Final Solution

The best model was a simple neural network model. We selected loans where the probability estimates of the network were over 0.9. This yielded returns close to 5% on the test data. In addition, a Random Forest model with Regression also scored about 6% on its portfolio. If we had more time, there are numerous ways to improve upon this model which are explained in other sections. Both of these models scores significantly better than the basic option of only selecting A credit borrowers which would have generated less than a 3% return.

Debt Returns Not Symetrical

Debt returns are not symetrical because profits are limited, but losses are not. Thus, a few bad loans can quickly overcome any good loans. In the histogram of returns, a fat tail in negative returns is prominent.

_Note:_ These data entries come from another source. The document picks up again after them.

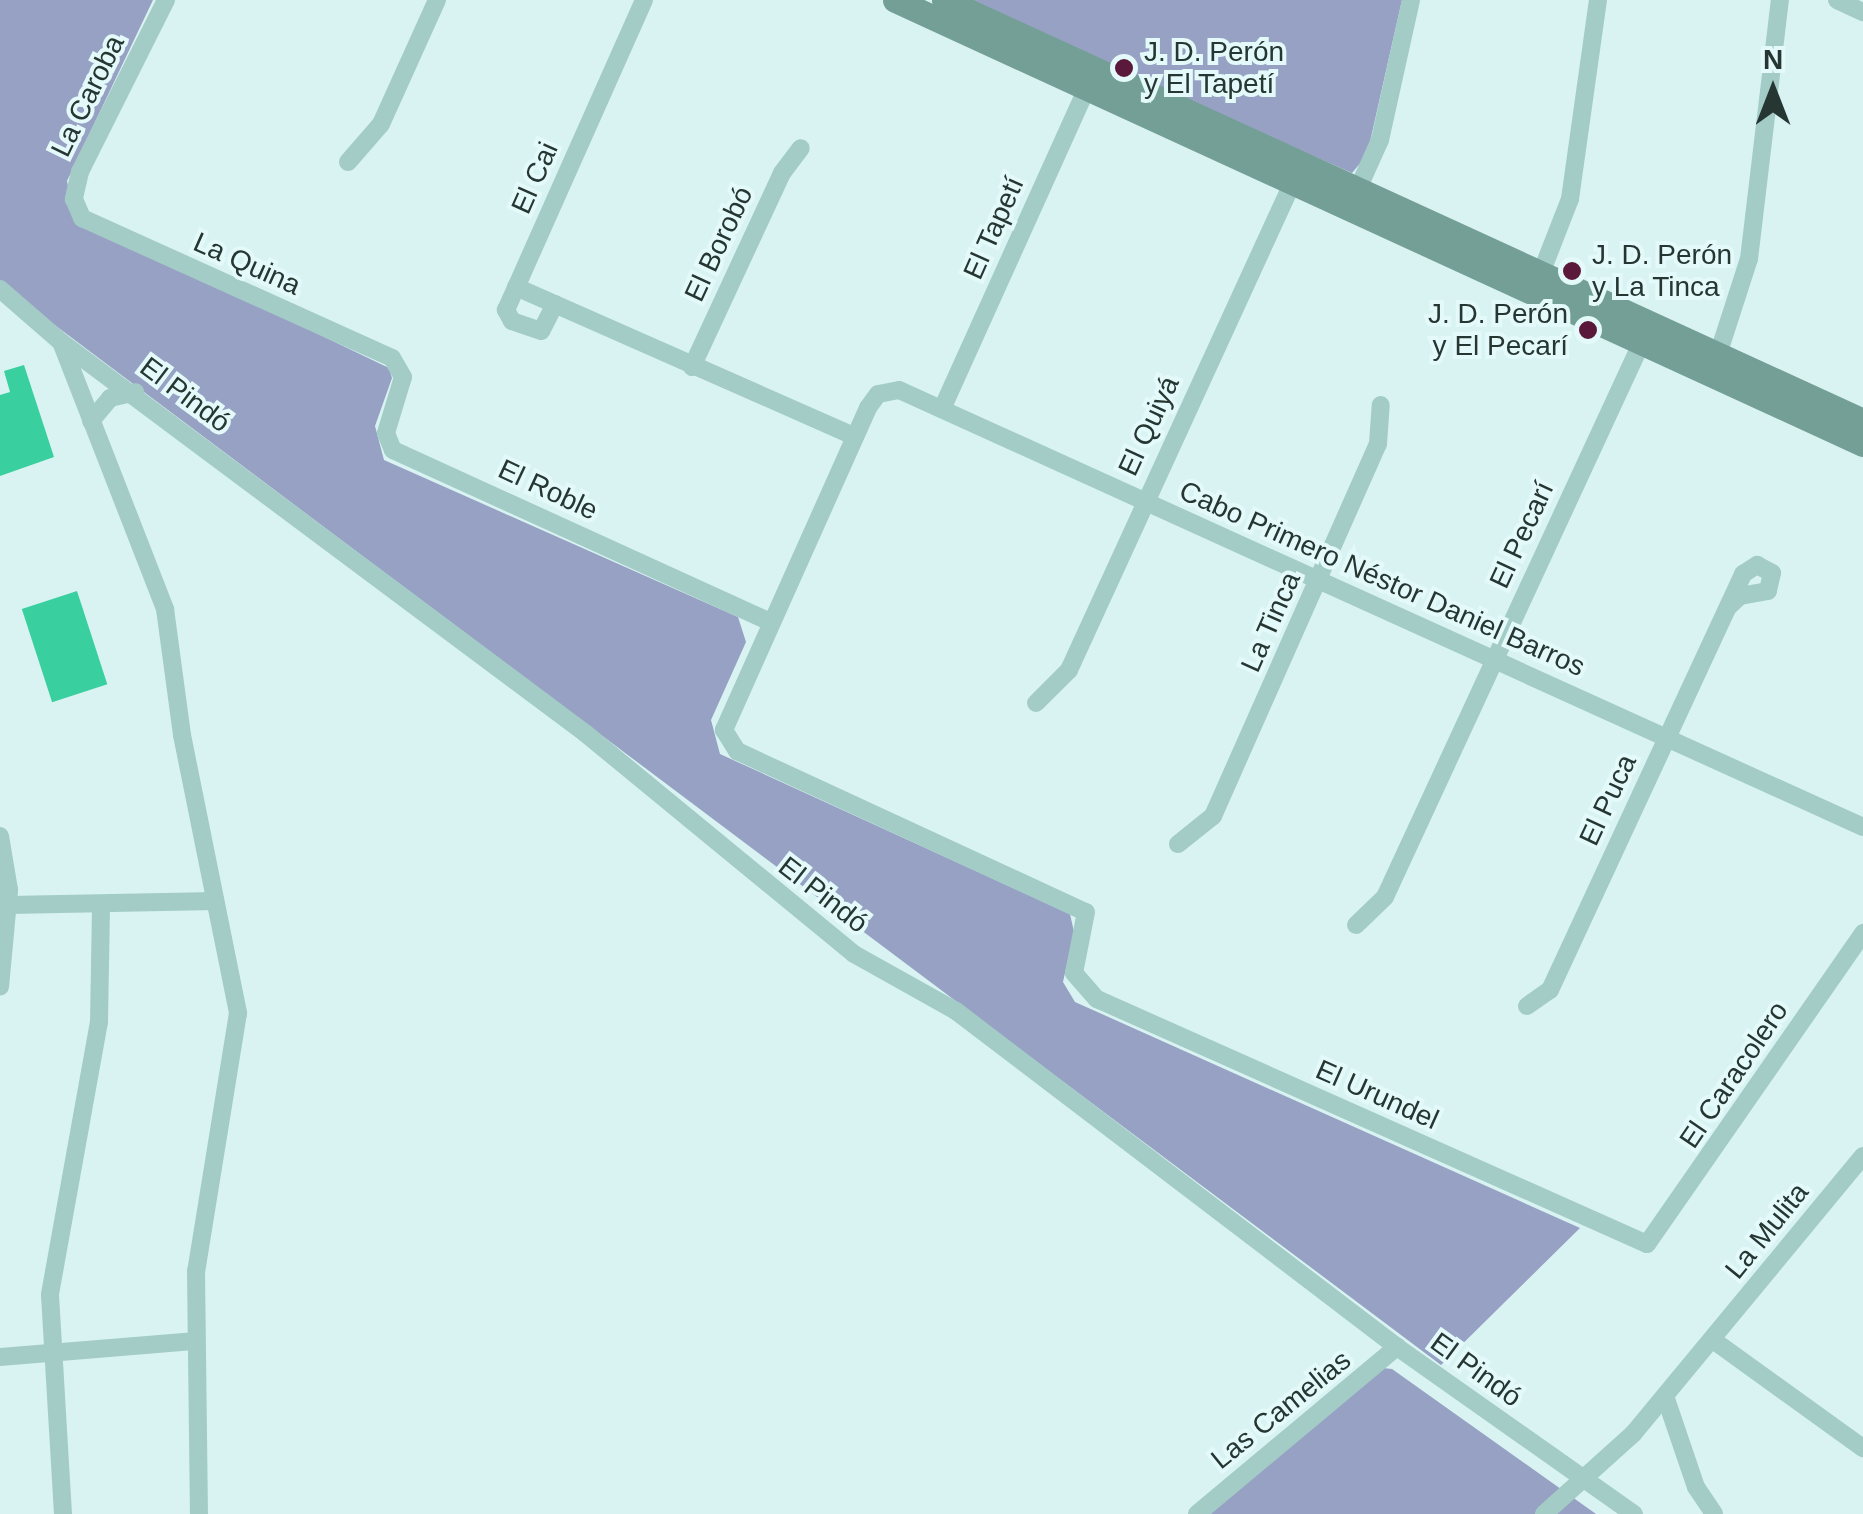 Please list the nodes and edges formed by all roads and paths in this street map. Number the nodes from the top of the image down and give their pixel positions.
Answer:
1 (166, 0) edge
2 (437, 0) edge
3 (644, 0) edge
4 (895, 0) edge
5 (944, 0) edge
6 (1411, 0) edge
7 (1598, 0) edge
8 (1780, 0) edge
9 (1837, 0) edge
10 (1863, 12) edge
11 (1091, 79) junction
12 (801, 148) dead end
13 (348, 162) dead end
14 (1297, 173) junction
15 (1354, 199) junction
16 (82, 218) joint
17 (1537, 283) junction
18 (516, 287) junction
19 (0, 289) edge
20 (555, 304) junction
21 (1646, 333) junction
22 (62, 342) junction
23 (392, 358) joint
24 (1715, 364) junction
25 (692, 366) junction
26 (135, 392) junction
27 (1382, 405) dead end
28 (942, 409) junction
29 (1863, 420) edge
30 (91, 421) junction
31 (854, 436) junction
32 (1863, 444) edge
33 (1145, 502) junction
34 (1319, 582) junction
35 (1728, 607) dead end
36 (770, 622) junction
37 (1494, 661) junction
38 (1036, 703) dead end
39 (1668, 738) junction
40 (1863, 827) edge
41 (0, 836) edge
42 (1178, 844) dead end
43 (215, 902) junction
44 (9, 905) junction
45 (101, 908) junction
46 (1356, 925) dead end
47 (1863, 933) edge
48 (0, 987) edge
49 (1527, 1006) dead end
50 (1863, 1156) edge
51 (1647, 1244) joint
52 (1713, 1340) junction
53 (196, 1341) junction
54 (1397, 1347) junction
55 (49, 1353) junction
56 (0, 1356) edge
57 (1665, 1396) junction
58 (1863, 1448) edge
59 (1579, 1478) junction
60 (63, 1514) edge
61 (199, 1514) edge
62 (1197, 1514) edge
63 (1544, 1514) edge
64 (1634, 1514) edge
65 (1714, 1514) edge

1 - 16 street, La Caroba
2 - 13 street
3 - 18 street, El Cai
4 - 11 main road
5 - 11 main road
6 - 15 street
7 - 17 street
8 - 24 street
9 - 10 street
11 - 14 main road
11 - 28 street, El Tapetí
12 - 25 street, El Borobó
14 - 15 main road
14 - 33 street, El Quiyá
15 - 17 main road
16 - 23 street, La Quina
17 - 21 main road
18 - 20 street
18 - 20 street
19 - 22 street, El Pindó
20 - 25 street
21 - 24 main road
21 - 37 street, El Pecarí
22 - 26 street, El Pindó
22 - 30 street
23 - 36 street, El Roble
24 - 29 main road
24 - 32 main road
25 - 31 street
26 - 30 street
26 - 54 street, El Pindó
27 - 34 street, La Tinca
28 - 31 street, Cabo Primero Néstor Daniel Barros
28 - 33 street, Cabo Primero Néstor Daniel Barros
30 - 43 street
31 - 36 street
33 - 34 street, Cabo Primero Néstor Daniel Barros
33 - 38 street, El Quiyá
34 - 37 street, Cabo Primero Néstor Daniel Barros
34 - 42 street, La Tinca
35 - 39 street, El Puca
36 - 51 street, El Urundel
37 - 39 street, Cabo Primero Néstor Daniel Barros
37 - 46 street, El Pecarí
39 - 40 street, Cabo Primero Néstor Daniel Barros
39 - 49 street, El Puca
41 - 44 street
43 - 45 street
43 - 53 street
44 - 45 street
44 - 48 street
45 - 55 street
47 - 51 street, El Caracolero
50 - 52 street, La Mulita
52 - 57 street, La Mulita
52 - 58 street
53 - 55 street
53 - 61 street
54 - 59 street, El Pindó
54 - 62 street, Las Camelias
55 - 56 street
55 - 60 street
57 - 59 street, La Mulita
57 - 65 street
59 - 63 street, La Mulita
59 - 64 street, El Pindó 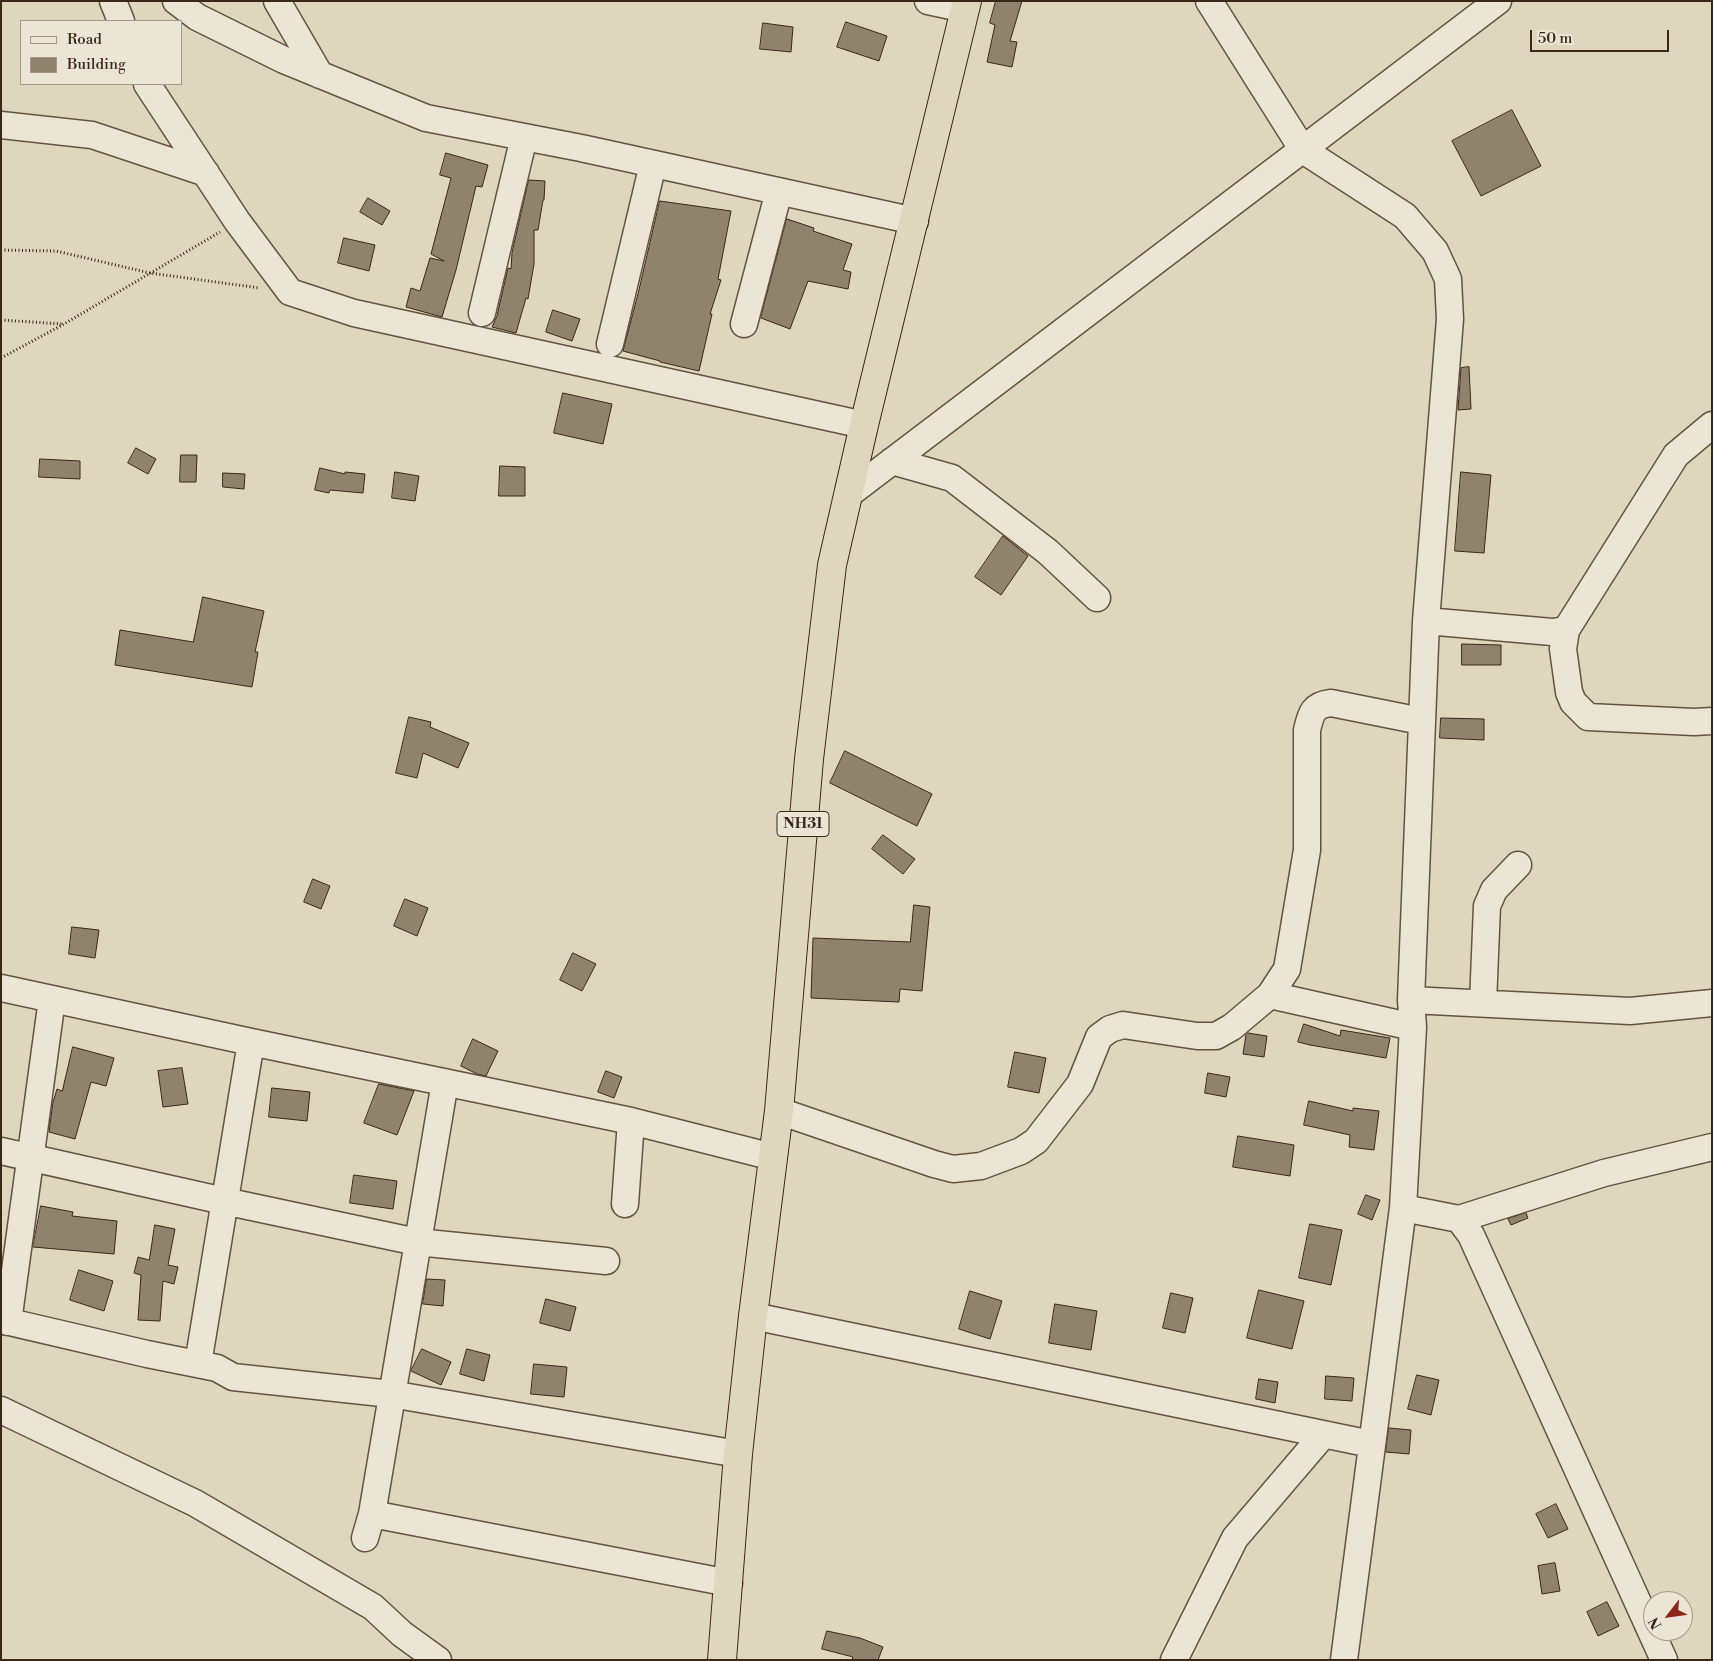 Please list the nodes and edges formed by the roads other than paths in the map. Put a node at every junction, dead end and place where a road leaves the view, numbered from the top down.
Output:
1 (113, 1) edge
2 (176, 1) edge
3 (278, 1) edge
4 (928, 1) edge
5 (1209, 1) edge
6 (1498, 1) edge
7 (966, 5) edge
8 (121, 20) edge
9 (320, 75) junction
10 (148, 85) edge
11 (1, 125) edge
12 (524, 137) junction
13 (1303, 150) junction
14 (653, 164) junction
15 (206, 173) junction
16 (779, 191) junction
17 (915, 221) junction
18 (482, 313) dead end
19 (744, 324) dead end
20 (610, 344) dead end
21 (864, 425) junction
22 (1712, 426) edge
23 (892, 462) junction
24 (849, 494) junction
25 (1097, 598) dead end
26 (1426, 621) junction
27 (1566, 630) junction
28 (1421, 721) junction
29 (1712, 721) edge
30 (1518, 865) dead end
31 (1, 988) edge
32 (1270, 995) junction
33 (52, 999) junction
34 (1412, 1000) junction
35 (1482, 1003) junction
36 (1712, 1003) edge
37 (1413, 1027) junction
38 (251, 1042) junction
39 (445, 1082) junction
40 (779, 1111) junction
41 (631, 1121) junction
42 (1712, 1147) edge
43 (1, 1151) edge
44 (31, 1157) junction
45 (773, 1157) junction
46 (224, 1201) junction
47 (625, 1204) dead end
48 (1403, 1208) junction
49 (1459, 1219) junction
50 (417, 1242) junction
51 (606, 1261) dead end
52 (753, 1316) junction
53 (5, 1321) edge
54 (198, 1364) junction
55 (391, 1394) junction
56 (1, 1410) edge
57 (1324, 1435) junction
58 (1371, 1444) junction
59 (738, 1454) junction
60 (729, 1583) junction
61 (1177, 1659) edge
62 (438, 1660) edge
63 (722, 1660) edge
64 (1344, 1660) edge
65 (1664, 1660) edge

1 - 8 street
2 - 9 street
3 - 9 street
4 - 7 street
5 - 13 street
6 - 13 street
7 - 17 highway, NH31
9 - 12 street
10 - 15 street
11 - 15 street
12 - 14 street
12 - 18 street
13 - 23 street
13 - 26 street
14 - 16 street
14 - 20 street
15 - 21 street
16 - 17 street
16 - 19 street
17 - 21 highway, NH31
21 - 24 highway, NH31
22 - 27 street
23 - 24 street
23 - 25 street
24 - 40 highway, NH31
26 - 27 street
26 - 28 street
27 - 29 street
28 - 32 street
28 - 34 street
30 - 35 street
31 - 33 street
32 - 37 street
32 - 40 street
33 - 38 street
33 - 44 street
34 - 35 street
34 - 37 street
35 - 36 street
37 - 48 street
38 - 39 street
38 - 46 street
39 - 41 street
39 - 50 street
40 - 45 highway, NH31
41 - 45 street
41 - 47 street
42 - 49 street
43 - 44 street
44 - 46 street
44 - 53 street
45 - 52 highway, NH31
46 - 50 street
46 - 54 street
48 - 49 street
48 - 58 street
49 - 65 street
50 - 51 street
50 - 55 street
52 - 57 street
52 - 59 highway, NH31
53 - 54 street
54 - 55 street
55 - 59 street
55 - 60 street
56 - 62 street
57 - 58 street
57 - 61 street
58 - 64 street
59 - 60 highway, NH31
60 - 63 highway, NH31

Lending Club’s average return is -2%. That is, if you choose loans at random, you will expect to lose 2% of your money per year. On the other hand, US Treasury bonds are yielding around 2.45%. A Treasury bond is a risk-free investment that, barring a collapse of the US Government, will get rapaid. Thus any investment must be able to return more than the basic 2.45% yield to be worth doing because otherwise you would just invest in Treasury bonds.

We created numerous simple models to predict superlative loans. Of these, the best model was a neural network model that selected loans where the probability estimates were over 0.9. This yielded returns close to 5% on the test data. This is quite a bit above average and also above the US Treasury baseline.

Accuracy not a good measure

If given more time, we would have explored different models that optimize for things other than accuracy. Accuracy is not a good measure because a few bad loans can quickly wipe out any profits. Thus, even at 90% accuracy for predicting reliably good loans, you might still lose money. We could have created models that optimize on expected return. In addition, our choice of APY as our outcome variable may not have been ideal. A measure that penalizes bad loans may work better.

Validation and Hyperparameter Optimization

Although some models were promising and worth futher investigation, we did not have the time to tune for hyperparameters (using separate tuning data set). In addition, we did not perfom cross-validation to ensure our models are consistent. For the neural network, it would be helpful to explore different architectures.